ACTION ITEM> Return all the data exactly, keeping the pictures out.

SUPPLIED RECORDS>
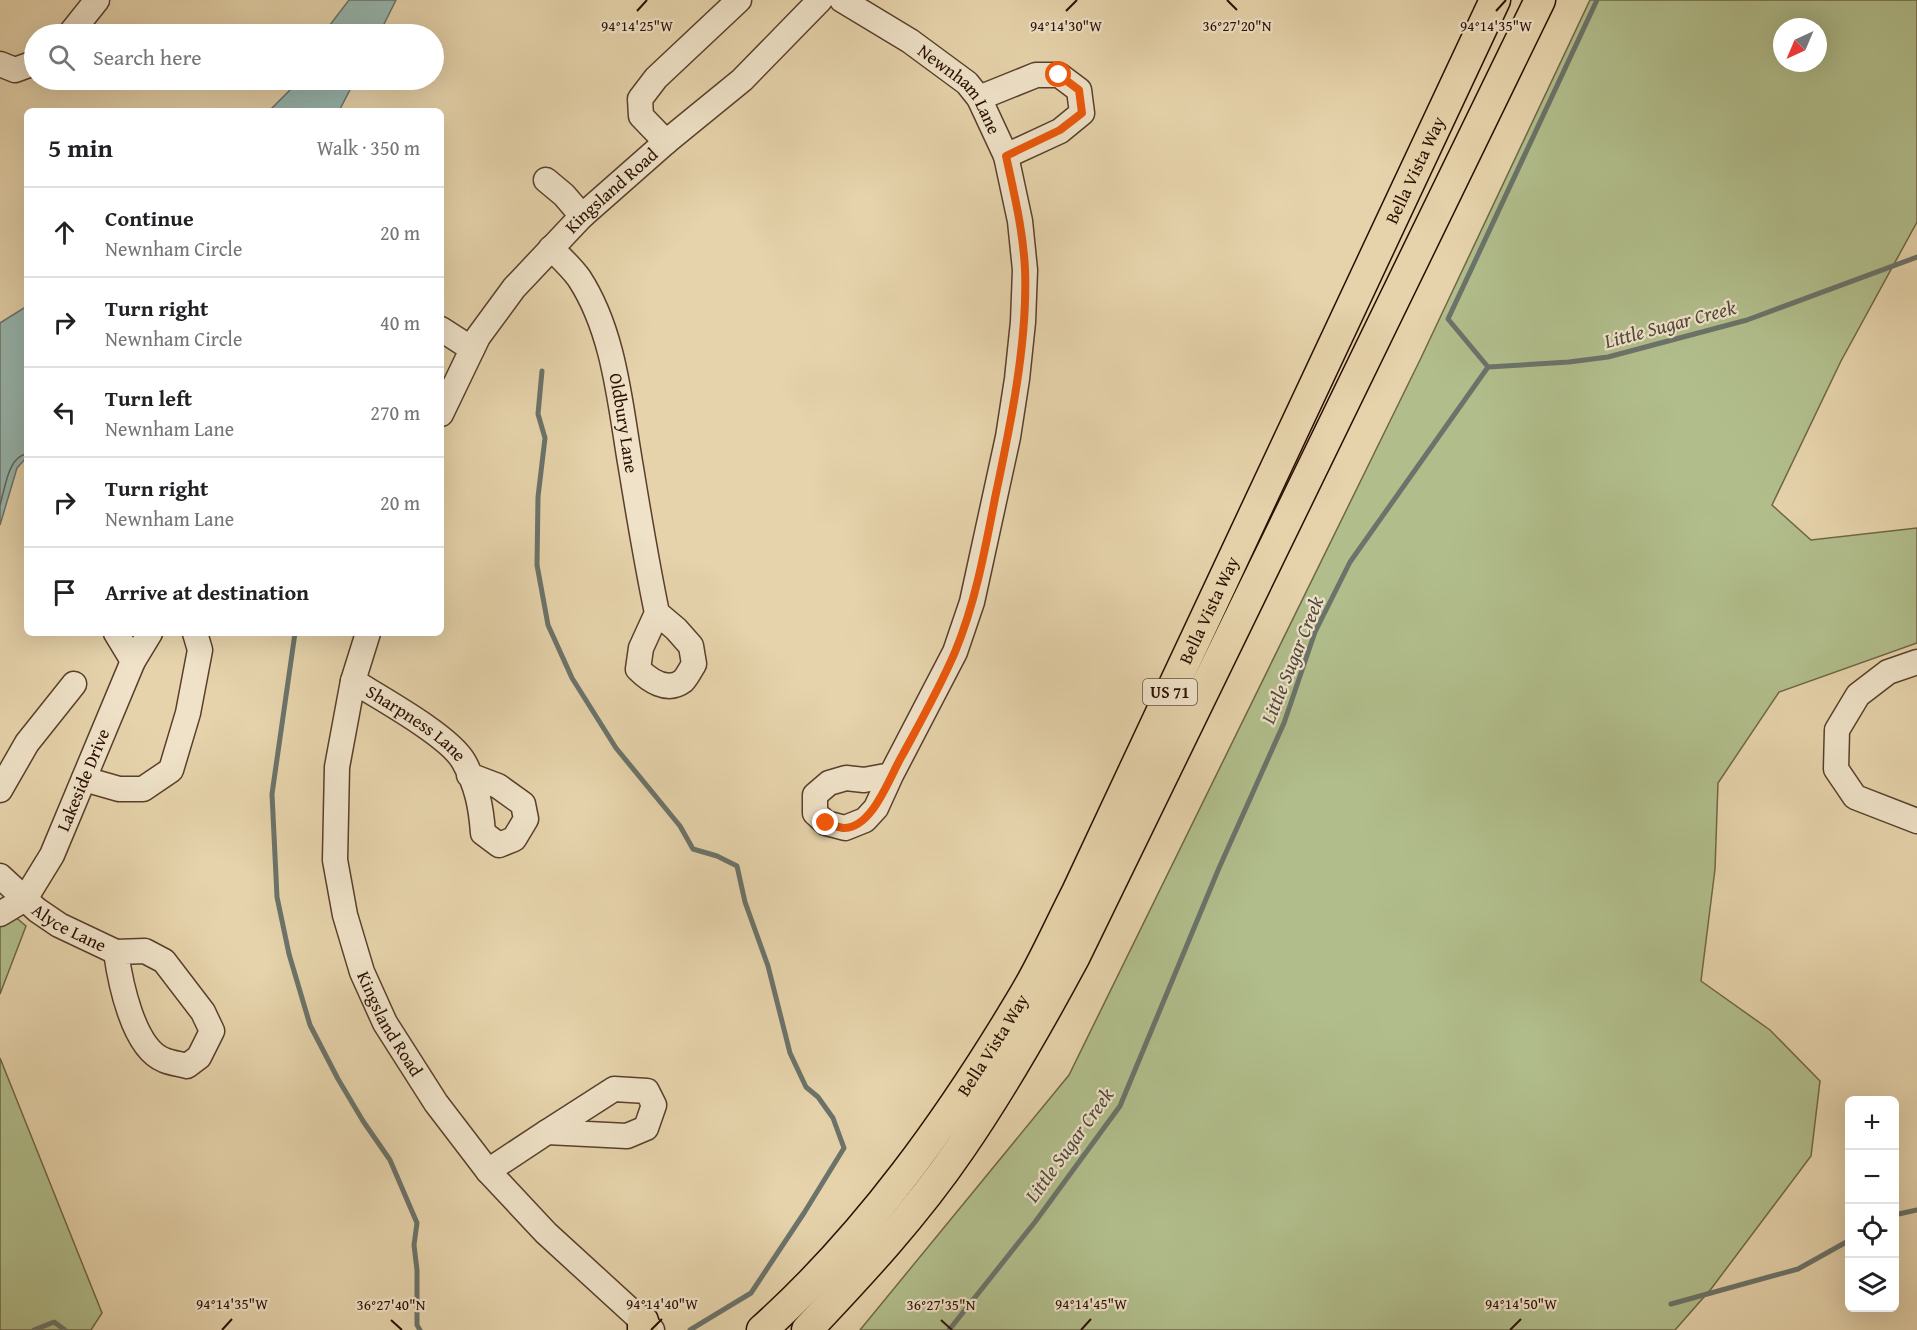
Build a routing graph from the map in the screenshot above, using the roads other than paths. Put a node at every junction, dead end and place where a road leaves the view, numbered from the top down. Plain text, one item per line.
1 (97, 0) edge
2 (739, 0) edge
3 (820, 0) edge
4 (842, 0) edge
5 (1495, 0) edge
6 (1540, 0) edge
7 (78, 24) edge
8 (0, 64) edge
9 (24, 67) edge
10 (979, 98) junction
11 (666, 142) junction
12 (1006, 156) junction
13 (546, 180) dead end
14 (582, 216) junction
15 (551, 248) junction
16 (444, 331) edge
17 (472, 350) junction
18 (444, 408) edge
19 (657, 613) dead end
20 (118, 636) edge
21 (148, 636) edge
22 (196, 636) edge
23 (367, 636) edge
24 (133, 661) junction
25 (1917, 662) edge
26 (353, 681) junction
27 (74, 684) dead end
28 (469, 775) dead end
29 (891, 775) dead end
30 (84, 779) junction
31 (0, 790) edge
32 (1917, 821) edge
33 (0, 876) edge
34 (26, 899) junction
35 (0, 914) edge
36 (116, 952) junction
37 (547, 1132) dead end
38 (488, 1171) junction
39 (646, 1327) edge
40 (762, 1330) edge
41 (807, 1330) edge

1 - 7 street
2 - 11 street
3 - 11 street, Kingsland Road
4 - 10 street, Newnham Lane
5 - 40 main road, Bella Vista Way / US 71
6 - 41 main road, Bella Vista Way / US 71
8 - 9 street
10 - 12 street, Newnham Lane
10 - 12 street
11 - 14 street, Kingsland Road
12 - 29 street, Newnham Lane
13 - 14 street
14 - 15 street, Kingsland Road
15 - 17 street, Kingsland Road
15 - 19 street, Oldbury Lane
16 - 17 street
17 - 18 street, Kingsland Road
20 - 24 street
21 - 24 street, Lakeside Drive
22 - 30 street
23 - 26 street, Kingsland Road
24 - 30 street, Lakeside Drive
25 - 32 street
26 - 28 street, Sharpness Lane
26 - 38 street, Kingsland Road
27 - 31 street
30 - 34 street, Lakeside Drive
33 - 34 street, Alyce Lane
34 - 35 street, Lakeside Drive
34 - 36 street, Alyce Lane
36 - 36 street, Alyce Lane
37 - 38 street
38 - 39 street, Kingsland Road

SOLUTION TO THIS TASK>
Build a routing graph from the map in the screenshot above, using the roads other than paths. Put a node at every junction, dead end and place where a road leaves the view, numbered from the top down. Plain text, one item per line.
1 (97, 0) edge
2 (739, 0) edge
3 (820, 0) edge
4 (842, 0) edge
5 (1495, 0) edge
6 (1540, 0) edge
7 (78, 24) edge
8 (0, 64) edge
9 (24, 67) edge
10 (979, 98) junction
11 (666, 142) junction
12 (1006, 156) junction
13 (546, 180) dead end
14 (582, 216) junction
15 (551, 248) junction
16 (444, 331) edge
17 (472, 350) junction
18 (444, 408) edge
19 (657, 613) dead end
20 (118, 636) edge
21 (148, 636) edge
22 (196, 636) edge
23 (367, 636) edge
24 (133, 661) junction
25 (1917, 662) edge
26 (353, 681) junction
27 (74, 684) dead end
28 (469, 775) dead end
29 (891, 775) dead end
30 (84, 779) junction
31 (0, 790) edge
32 (1917, 821) edge
33 (0, 876) edge
34 (26, 899) junction
35 (0, 914) edge
36 (116, 952) junction
37 (547, 1132) dead end
38 (488, 1171) junction
39 (646, 1327) edge
40 (762, 1330) edge
41 (807, 1330) edge

1 - 7 street
2 - 11 street
3 - 11 street, Kingsland Road
4 - 10 street, Newnham Lane
5 - 40 main road, Bella Vista Way / US 71
6 - 41 main road, Bella Vista Way / US 71
8 - 9 street
10 - 12 street, Newnham Lane
10 - 12 street
11 - 14 street, Kingsland Road
12 - 29 street, Newnham Lane
13 - 14 street
14 - 15 street, Kingsland Road
15 - 17 street, Kingsland Road
15 - 19 street, Oldbury Lane
16 - 17 street
17 - 18 street, Kingsland Road
20 - 24 street
21 - 24 street, Lakeside Drive
22 - 30 street
23 - 26 street, Kingsland Road
24 - 30 street, Lakeside Drive
25 - 32 street
26 - 28 street, Sharpness Lane
26 - 38 street, Kingsland Road
27 - 31 street
30 - 34 street, Lakeside Drive
33 - 34 street, Alyce Lane
34 - 35 street, Lakeside Drive
34 - 36 street, Alyce Lane
36 - 36 street, Alyce Lane
37 - 38 street
38 - 39 street, Kingsland Road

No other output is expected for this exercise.